KAMPALA, Uganda—Pastor Joseph Kabuleta was arrested while drinking coffee in a Kampala shopping center, shoved in the back of a car and blindfolded. Held in police detention for several days in July, Kabuleta said he was tortured by officers, who beat him and drenched him in freezing water. His only crime was a Facebook post criticizing a senior military official, Gen. Muhoozi Kainerugaba, the son of President Yoweri Museveni.

Kabuleta’s case is not unique in Uganda, where Museveni has held onto power for decades by almost any means necessary. The pastor’s arrest was another example of how Ugandans are using the internet to protest Museveni’s 33-year-long regime, and the growing risks they face in doing so.

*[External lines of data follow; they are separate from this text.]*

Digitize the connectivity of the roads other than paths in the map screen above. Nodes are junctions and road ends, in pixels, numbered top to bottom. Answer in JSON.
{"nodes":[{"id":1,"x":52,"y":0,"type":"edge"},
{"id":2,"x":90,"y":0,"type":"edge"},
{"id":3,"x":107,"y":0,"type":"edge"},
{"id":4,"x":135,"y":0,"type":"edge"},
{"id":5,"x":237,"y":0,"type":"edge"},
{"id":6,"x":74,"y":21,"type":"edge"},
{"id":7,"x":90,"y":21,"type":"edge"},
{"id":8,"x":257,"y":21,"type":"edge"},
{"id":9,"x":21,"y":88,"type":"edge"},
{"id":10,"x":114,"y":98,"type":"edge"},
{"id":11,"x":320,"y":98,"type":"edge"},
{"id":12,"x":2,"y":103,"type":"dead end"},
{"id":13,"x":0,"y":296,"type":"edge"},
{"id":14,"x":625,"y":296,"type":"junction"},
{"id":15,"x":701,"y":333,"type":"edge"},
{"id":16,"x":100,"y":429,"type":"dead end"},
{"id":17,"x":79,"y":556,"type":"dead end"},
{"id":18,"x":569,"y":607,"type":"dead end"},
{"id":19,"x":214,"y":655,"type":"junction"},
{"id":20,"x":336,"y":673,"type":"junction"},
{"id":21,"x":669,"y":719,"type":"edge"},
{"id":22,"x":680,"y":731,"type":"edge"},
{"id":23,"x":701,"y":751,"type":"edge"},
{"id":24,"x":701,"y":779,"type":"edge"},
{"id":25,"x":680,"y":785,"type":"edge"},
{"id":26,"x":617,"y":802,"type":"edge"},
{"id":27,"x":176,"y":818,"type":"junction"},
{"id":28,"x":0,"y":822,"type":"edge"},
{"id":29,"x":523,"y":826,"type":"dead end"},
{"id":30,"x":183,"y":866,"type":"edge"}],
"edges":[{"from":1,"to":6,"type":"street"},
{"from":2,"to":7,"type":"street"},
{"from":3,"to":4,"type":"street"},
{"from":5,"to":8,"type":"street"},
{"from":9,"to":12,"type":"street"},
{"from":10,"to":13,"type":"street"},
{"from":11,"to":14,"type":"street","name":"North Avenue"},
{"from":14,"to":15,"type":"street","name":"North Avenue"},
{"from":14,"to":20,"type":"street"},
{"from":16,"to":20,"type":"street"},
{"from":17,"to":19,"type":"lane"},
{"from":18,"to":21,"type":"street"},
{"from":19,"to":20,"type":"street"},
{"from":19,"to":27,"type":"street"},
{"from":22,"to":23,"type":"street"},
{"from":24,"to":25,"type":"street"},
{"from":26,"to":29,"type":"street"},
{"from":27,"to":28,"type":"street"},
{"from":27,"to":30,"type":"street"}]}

In August, the Uganda Communications Commission announced that social media “influencers” must pay a fee and register to be monitored by the state regulator. The declaration came just a week after Stella Nyanzi, a prominent opposition critic who once called the president “a pair of buttocks,” was sentenced to 18 months in prison for “cyber harassment.” Nyanzi had posted a poem to Facebook describing Museveni as a “dirty, delinquent dictator.”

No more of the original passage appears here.